*** Data provided Section Begins ***

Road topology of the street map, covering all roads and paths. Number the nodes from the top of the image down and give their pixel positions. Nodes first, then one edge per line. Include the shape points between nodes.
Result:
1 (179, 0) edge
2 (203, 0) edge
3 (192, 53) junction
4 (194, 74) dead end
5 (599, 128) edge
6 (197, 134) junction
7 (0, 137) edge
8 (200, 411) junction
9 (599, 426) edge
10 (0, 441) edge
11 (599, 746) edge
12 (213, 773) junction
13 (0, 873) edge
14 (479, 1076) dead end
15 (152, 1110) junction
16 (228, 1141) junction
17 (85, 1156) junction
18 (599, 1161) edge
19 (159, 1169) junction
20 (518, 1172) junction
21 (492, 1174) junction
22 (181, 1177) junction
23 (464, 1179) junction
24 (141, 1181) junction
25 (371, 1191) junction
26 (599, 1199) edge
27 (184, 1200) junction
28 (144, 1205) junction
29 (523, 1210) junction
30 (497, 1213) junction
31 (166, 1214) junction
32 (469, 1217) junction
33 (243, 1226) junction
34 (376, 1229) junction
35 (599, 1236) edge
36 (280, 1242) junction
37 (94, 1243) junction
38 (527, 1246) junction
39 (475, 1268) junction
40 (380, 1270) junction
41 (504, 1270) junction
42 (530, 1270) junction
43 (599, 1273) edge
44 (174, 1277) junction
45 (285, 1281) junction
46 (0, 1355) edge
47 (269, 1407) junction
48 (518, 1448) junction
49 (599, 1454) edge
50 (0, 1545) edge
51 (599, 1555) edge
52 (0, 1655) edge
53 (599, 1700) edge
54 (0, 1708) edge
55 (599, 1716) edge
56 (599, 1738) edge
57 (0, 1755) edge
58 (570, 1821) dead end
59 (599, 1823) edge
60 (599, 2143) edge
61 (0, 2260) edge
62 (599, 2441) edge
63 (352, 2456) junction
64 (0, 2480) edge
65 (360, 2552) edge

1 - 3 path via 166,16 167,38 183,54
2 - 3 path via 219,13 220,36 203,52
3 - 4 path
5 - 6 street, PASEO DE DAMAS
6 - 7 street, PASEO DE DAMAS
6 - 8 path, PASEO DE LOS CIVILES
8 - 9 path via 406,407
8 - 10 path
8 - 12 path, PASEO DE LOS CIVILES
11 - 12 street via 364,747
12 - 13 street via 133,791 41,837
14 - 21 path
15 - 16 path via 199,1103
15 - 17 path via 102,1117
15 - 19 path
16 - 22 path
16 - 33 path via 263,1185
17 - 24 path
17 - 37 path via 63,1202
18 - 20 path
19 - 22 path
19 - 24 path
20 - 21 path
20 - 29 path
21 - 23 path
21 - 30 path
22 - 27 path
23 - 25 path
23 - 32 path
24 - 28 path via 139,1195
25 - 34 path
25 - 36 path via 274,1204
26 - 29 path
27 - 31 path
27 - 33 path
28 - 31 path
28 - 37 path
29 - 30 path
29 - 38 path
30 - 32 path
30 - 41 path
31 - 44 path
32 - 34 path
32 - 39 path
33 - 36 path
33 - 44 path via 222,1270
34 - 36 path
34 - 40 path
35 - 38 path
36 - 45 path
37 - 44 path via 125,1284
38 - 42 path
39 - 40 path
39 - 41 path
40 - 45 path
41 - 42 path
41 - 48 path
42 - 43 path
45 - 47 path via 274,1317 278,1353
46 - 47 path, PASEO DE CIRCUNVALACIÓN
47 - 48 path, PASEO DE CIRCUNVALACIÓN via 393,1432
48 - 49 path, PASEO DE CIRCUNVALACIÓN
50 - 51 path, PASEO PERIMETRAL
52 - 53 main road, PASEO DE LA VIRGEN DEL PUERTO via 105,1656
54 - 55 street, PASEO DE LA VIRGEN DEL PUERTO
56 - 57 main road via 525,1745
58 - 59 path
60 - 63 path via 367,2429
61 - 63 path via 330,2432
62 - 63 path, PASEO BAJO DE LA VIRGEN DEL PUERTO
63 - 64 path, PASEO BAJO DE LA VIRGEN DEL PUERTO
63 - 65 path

*** Data provided Section Ends ***

## The task
For the word "dead", show every line of the entries that holds it.

## Problem solution
4 (194, 74) dead end
14 (479, 1076) dead end
58 (570, 1821) dead end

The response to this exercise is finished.